Abstract:
One translating system is disclosed in which a first translation mode for translating sentences in a unit of one sentence or a second translation mode for translating sentences in a package may be selectively chosen. Further, in this translation system, sentences to be translated can be entered either by direct data entry such as a keyboard or by indirect data entry such as an external device.

Description:
BACKGROUND OF THE INVENTION 
     1. Field of the Invention 
     The present invention is related to a dialogical translation system for completing a correct translation in cooperation with a translation machine. 
     2. Description of the Prior Art 
     Recently, some translation systems for translating one original language into one or more other languages have been proposed. 
     Meanwhile, since the translation systems of this type have been developed mainly to improve the accuracy in translation, they are not well developed so as to be able to respond to various needs sought by users. 
     For instance, in one conventional translation system, an entry means for entering one or more sentences to be translated is limited to a direct data entry means such as a keyboard means and, in another type of translation system, it is limited to an indirect data entry means for reading sentence data stored in an external memory means such as a floppy disk. In other words, there has been no known translation system capable of selecting either the direct data entry means or indirect data entry means according to its necessity. 
     Also, in the conventional translation system, the translation mode is limited to a mode for translating one or more sentences in a unit of one sentence or to a mode for translating a lump of sentences in a package. Namely, there has been no translation system which is able to select either one sentence translation mode or a package translation mode according to its necessity. 
     Generally speaking, in the machine translation, it is inevitable that a plurality of possible translations are obtained since every language itself has some ambiguities. Therefore, it becomes necessary to display each possible translation obtained successively in order for a user to select the correct translation. 
     As an exammple, let us consider translations of three English sentences as follows: 
     (1) I had 300 dollars yesterday. 
     (2) I bought a car with 200 dollars today. 
     (3) So I have 100 dollars now. 
     Among these three sentences, sentences (1) and (3) have no ambiguity respectively, only one possible translation can be obtained and it might be correct. However, the sentence (2) has some ambiguities in the subordination as shown in FIG. 7. In this case, two possible translations may be obtained according to the subordination relations indicated by arrows P and Q respectively. In the translation system, first and second possible translations are displayed successively and the user will select the latter one obtained according to the subordination indicated by the arrow Q as a correct translation. 
     In such a machine translation, the following three needs may be essential to users. 
     (A) It is needed to obtain an outline of sentences in a short time without demanding high accuracy in translation. Accordingly, this requires a function being able to translate a lump of sentences in a package.
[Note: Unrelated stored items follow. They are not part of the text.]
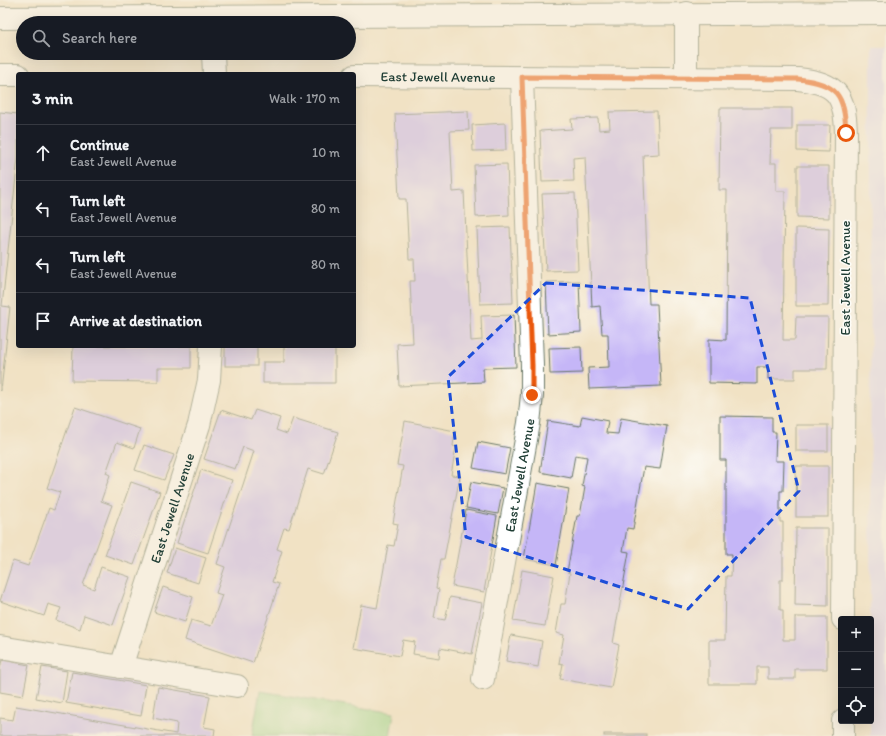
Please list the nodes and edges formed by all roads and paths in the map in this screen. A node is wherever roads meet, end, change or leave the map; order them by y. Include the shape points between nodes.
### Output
1 (625, 7) edge
2 (396, 8) edge
3 (212, 14) edge
4 (686, 14) junction
5 (886, 14) edge
6 (106, 16) edge
7 (0, 18) edge
8 (16, 18) edge
9 (213, 60) edge
10 (214, 72) edge
11 (0, 75) edge
12 (16, 75) edge
13 (356, 76) edge
14 (522, 77) junction
15 (686, 78) junction
16 (211, 348) edge
17 (843, 616) edge
18 (0, 646) edge
19 (121, 667) junction
20 (483, 679) dead end
21 (237, 686) dead end
22 (843, 724) edge
23 (843, 736) edge

1 - 2 street
1 - 4 street
2 - 3 street
3 - 6 street
4 - 5 street
4 - 15 street
7 - 8 street
9 - 10 street
11 - 12 street
13 - 14 street, East Jewell Avenue
14 - 15 street, East Jewell Avenue
14 - 20 street, East Jewell Avenue via 532,395
15 - 17 street, East Jewell Avenue via 814,81 835,90 843,104 846,133
16 - 19 street, East Jewell Avenue via 209,380 201,419
18 - 19 street
19 - 21 street
22 - 23 street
In such a package translation, only the first possible translation of each sentence is output although one or more incorrect translations may be contained in the translations obtained. 
     (B) It is needed to obtain an exact translation although it is time consuming. In such a case, each possible translation is output successively to obtain a correct translation for every sentence. 
     (C) It is needed at first to grasp an outline by a package translation and then to correct translations supposed to be incorrect referring to the outline obtained. This may enhance the efficiency of translation as a whole. 
     As mentioned above, the conventional machine translation system is specialized to the mode (A) or (B) and is impossible to operate under the mode (C). 
     SUMMARY OF THE INVENTION 
     One of the objects of the present invention is to provide a translation system which is capable of translating sentences to be translated in a unit of one sentence (one by one) and/or translating sentences to be translated in a package. 
     Another object of the present invention is to provide a translation system in which sentences to be translated can be entered with a direct data entry means such as a keyboard and/or by an indirect data entry means such as an external memory means. 
     A further object of the present invention is to provide a translation system being capable of corresponding to various users&#39; needs to enhance the efficiency in translation. 
     Further scope of applicability of the present invention will become apparent from the detailed description given hereinafter. However, it should be understood that the detailed description and specific examples, while indicating preferred embodiments of the invention, are given by way of illustration only, since various changes and modifications within the spirit and scope of the invention will become apparent to those skilled in the art from this detailed description. 
    
    
     BRIEF DESCRIPTION OF THE DRAWINGS 
     These and other objects and features of the present invention will become apparent from the following description taken in conjunction with the preferred embodiment thereof with reference to the accompanying drawings which are given by way of illustration only, and thus are not limitative of the present invention, and in which: 
     FIG. 1 is a block diagram showing a translation machine to which the present invention can be applied; 
     FIG. 2 is a block diagram showing a translation module shown in FIG. 1; 
     FIG. 3 is a schematic diagram showing various methods in the machine translation; 
     FIG. 4 is a block diagram showing functions of the translation module; 
     FIGS. 5(1), 5(2), 5(3), 5(4) and 5(5) show respectively contents stored in Buffers A to E of the module; 
     FIG. 6 is a flow chart showing an example of a translation control program being executed by CPU of the translation machine; and 
     FIG. 7 shows possible subordination relations of the sentence. 
    
    
     DETAILED DESCRIPTION OF THE PREFERRED EMBODIMENTS 
     Referring in detail to the drawings and with particular reference to FIG. 1, a block diagram of a translation machine T according to the present invention is shown. The translation machine is comprised of a central processing unit 1 for processing translation process and other necessary processes, a main memory 2 for storing programs which are developed in order to execute necessary processes, a CRT display 3 for displaying possible translations etc., a keyboard 4 for entering data necessary for translation processing, a translation module 5 for storing data necessary for translation processing, a printer 7 an external memory means 8 such as a floppy disk and or the like. 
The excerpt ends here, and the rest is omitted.